Topic 1 – Online safety and the responsible use of the Internet
Topic 2 – Basic Programming using the Micro:Bits
Topic 3 – Blockly Programming, preparation for BEBRAS Computational Thinking Challenge
Topic 4 – Who Wants to be a Millionaire game - use of Google Slides, searching the Internet more effectively, problem solving and logical thinking
Topic 5 – Basic block and text based programming using Pencil Code
Topic 6 – TV Advert creation– developing a range of IT skills as well as team work
Topic 7 – Scratch – Visual Programming with code blocks
Pupils develop their skills further this year as we dig deeper into the programming elements of computer science. KODU Xbox style game creation is a popular topic as is Sonic Pi.
Topic 1 – Online Safety: Digital literacy
Topic 2 – Sequential Programming with Flowol: developing control systems for real life situations
Topic 3 – Sonic Pi: code-based music creation and performance tool.
Topic 4 – Introduction to Python: Text based programming includes some cryptography.
Topic 5 – Kodu: Xbox style game creation. Visual programming
Key Stage 4
Why study Computer Science?
In the same way the students benefit from a knowledge of physical and natural sciences in order to understand the world in which they live, students increasingly need to know something about the Computer Science that underlies the digital world. Research shows that although many young people are confident using a range of digital devices, few are able to program them and design their own applications.
OCR’s GCSE Computer Science course will give you an in-depth understanding of how computer technology works and a look at what goes on ‘behind the scenes’. Through the study of computational thinking and programming, the course will help you to develop critical thinking, analysis and problem solving skills. For many, it is a fun and interesting way to develop these skills, which can be transferred to other subjects and applied in day-to-day life.
Computer Science continues to have a growing importance. This means there will be an increasing demand for professionals who are qualified in this area.
Outline of syllabus content includes:
Component 01: Computer systems
Introduces students to the central processing unit (CPU), computer memory and storage, data representation, wired and wireless networks, network topologies, system security and system software. It also looks at ethical, legal, cultural and environmental concerns associated with Computer Science.

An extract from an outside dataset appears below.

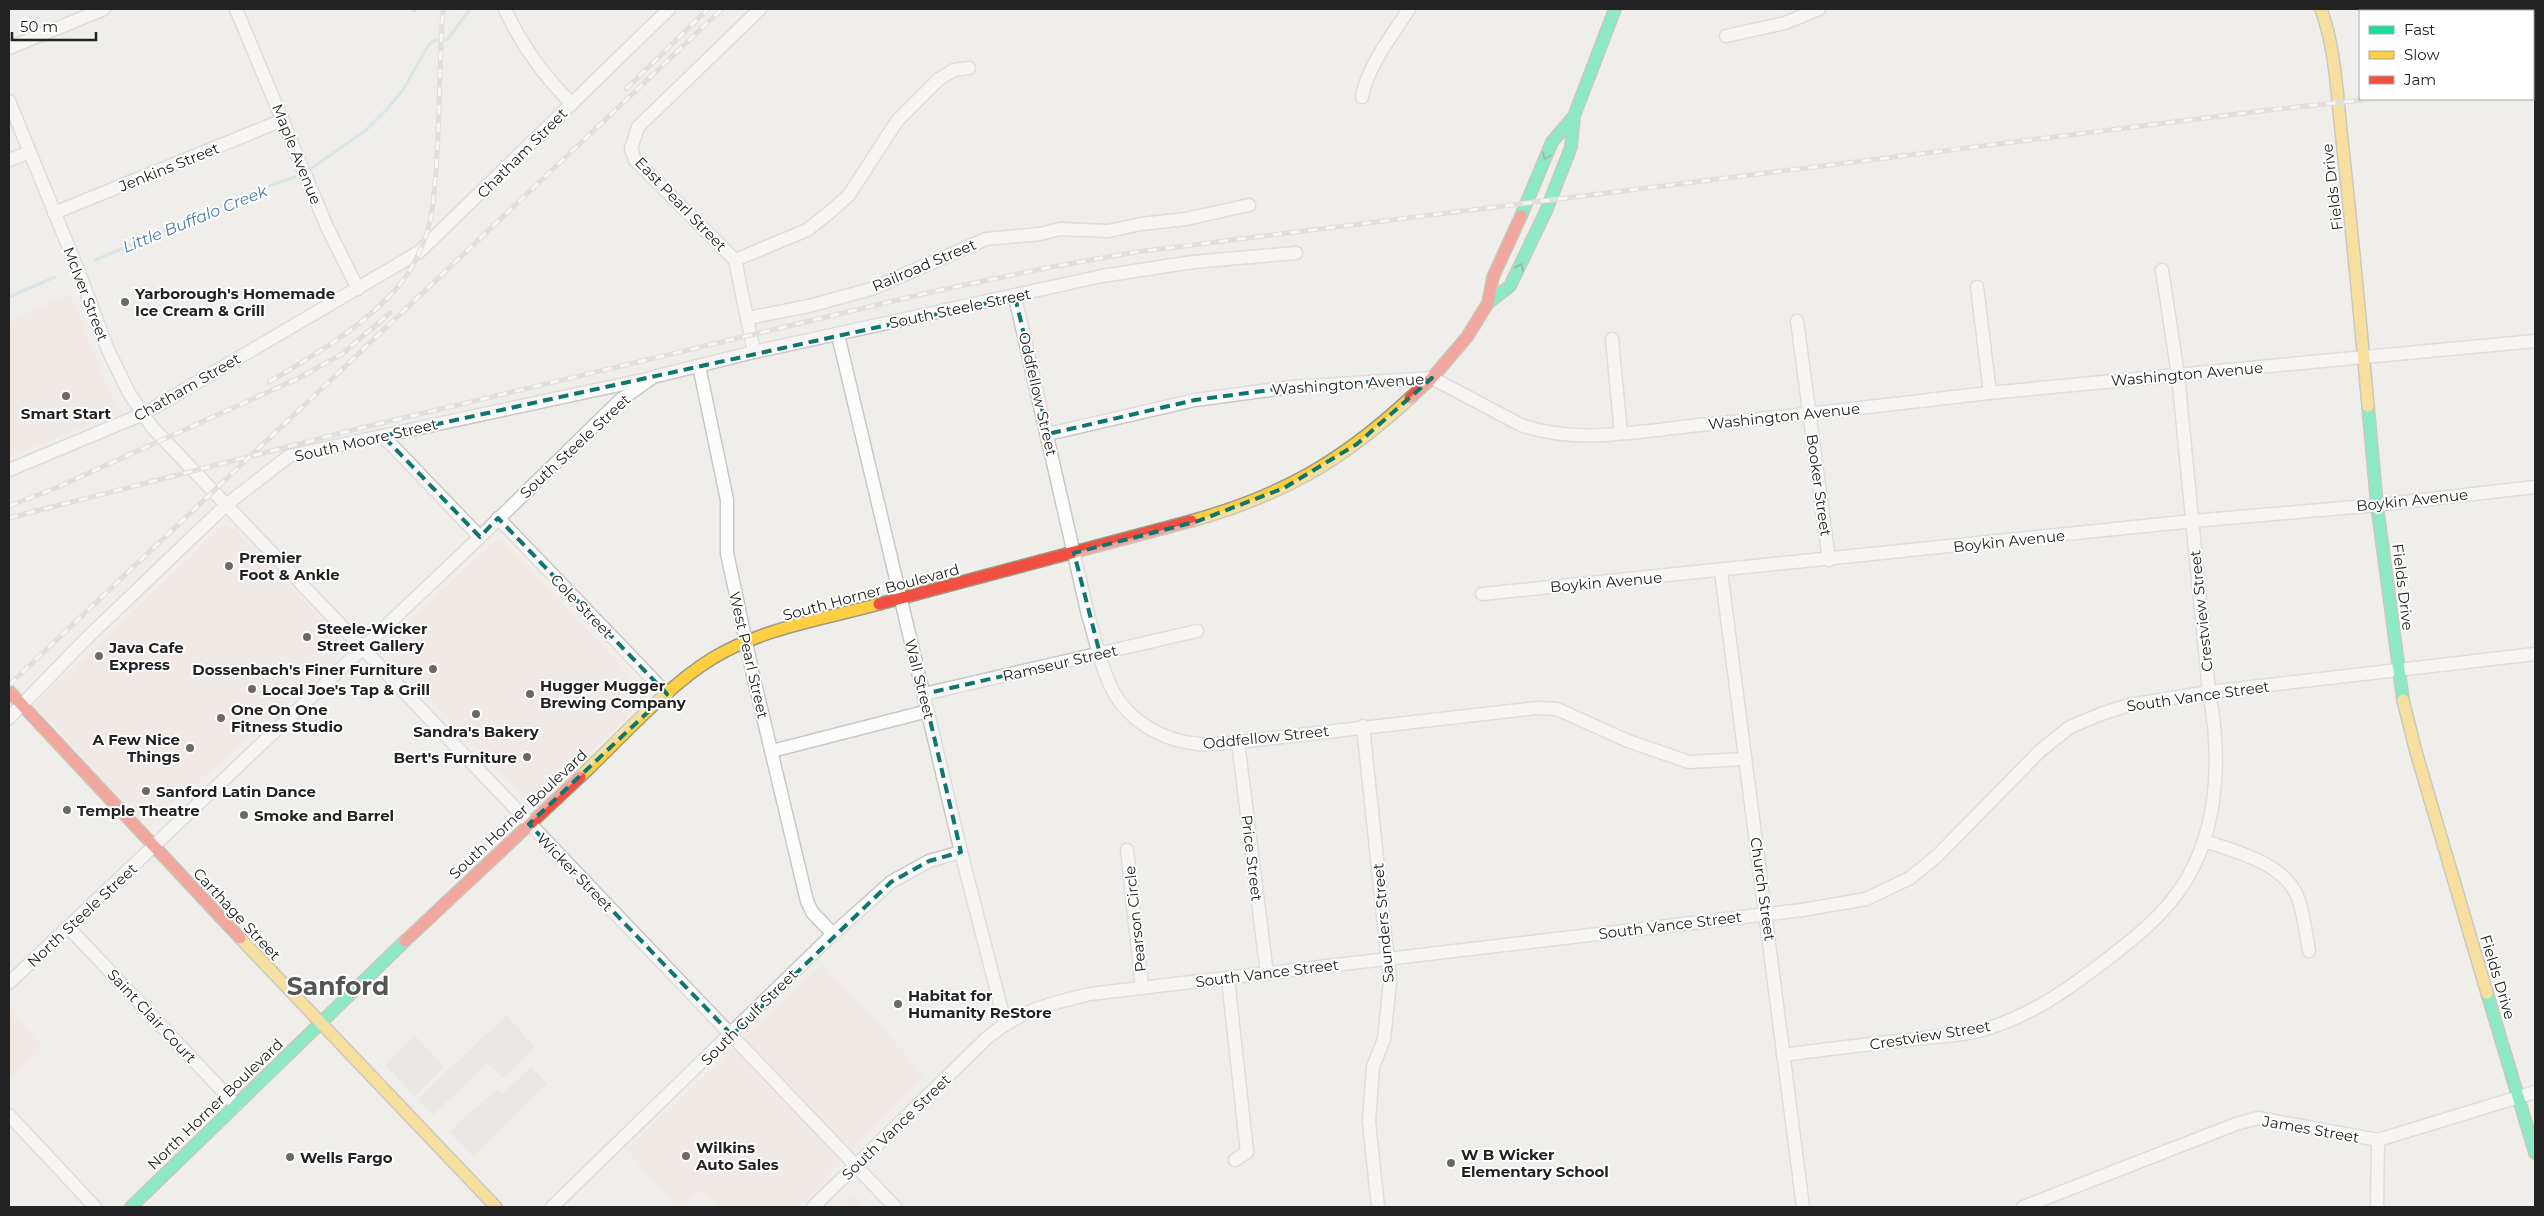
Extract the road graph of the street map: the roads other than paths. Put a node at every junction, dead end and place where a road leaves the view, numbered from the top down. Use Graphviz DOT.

Component 02: Computational thinking, algorithms and programming
Students develop skills and understanding in computational thinking: algorithms, programming techniques, producing robust programs, computational logic, translators and data representation.
Students are to be given the opportunity to undertake a programming task(s) during their course of study which allows them to develop their skills to design, write, test and refine programs using a high-level programming language. Students will be assessed on these skills during the written examinations, in particular component 02 (section B).
The course is assessed by a combination of two written papers:
- Component 1 – Computer systems (worth 50%)
- Component 2 – Computational thinking, algorithms and programming (worth 50%)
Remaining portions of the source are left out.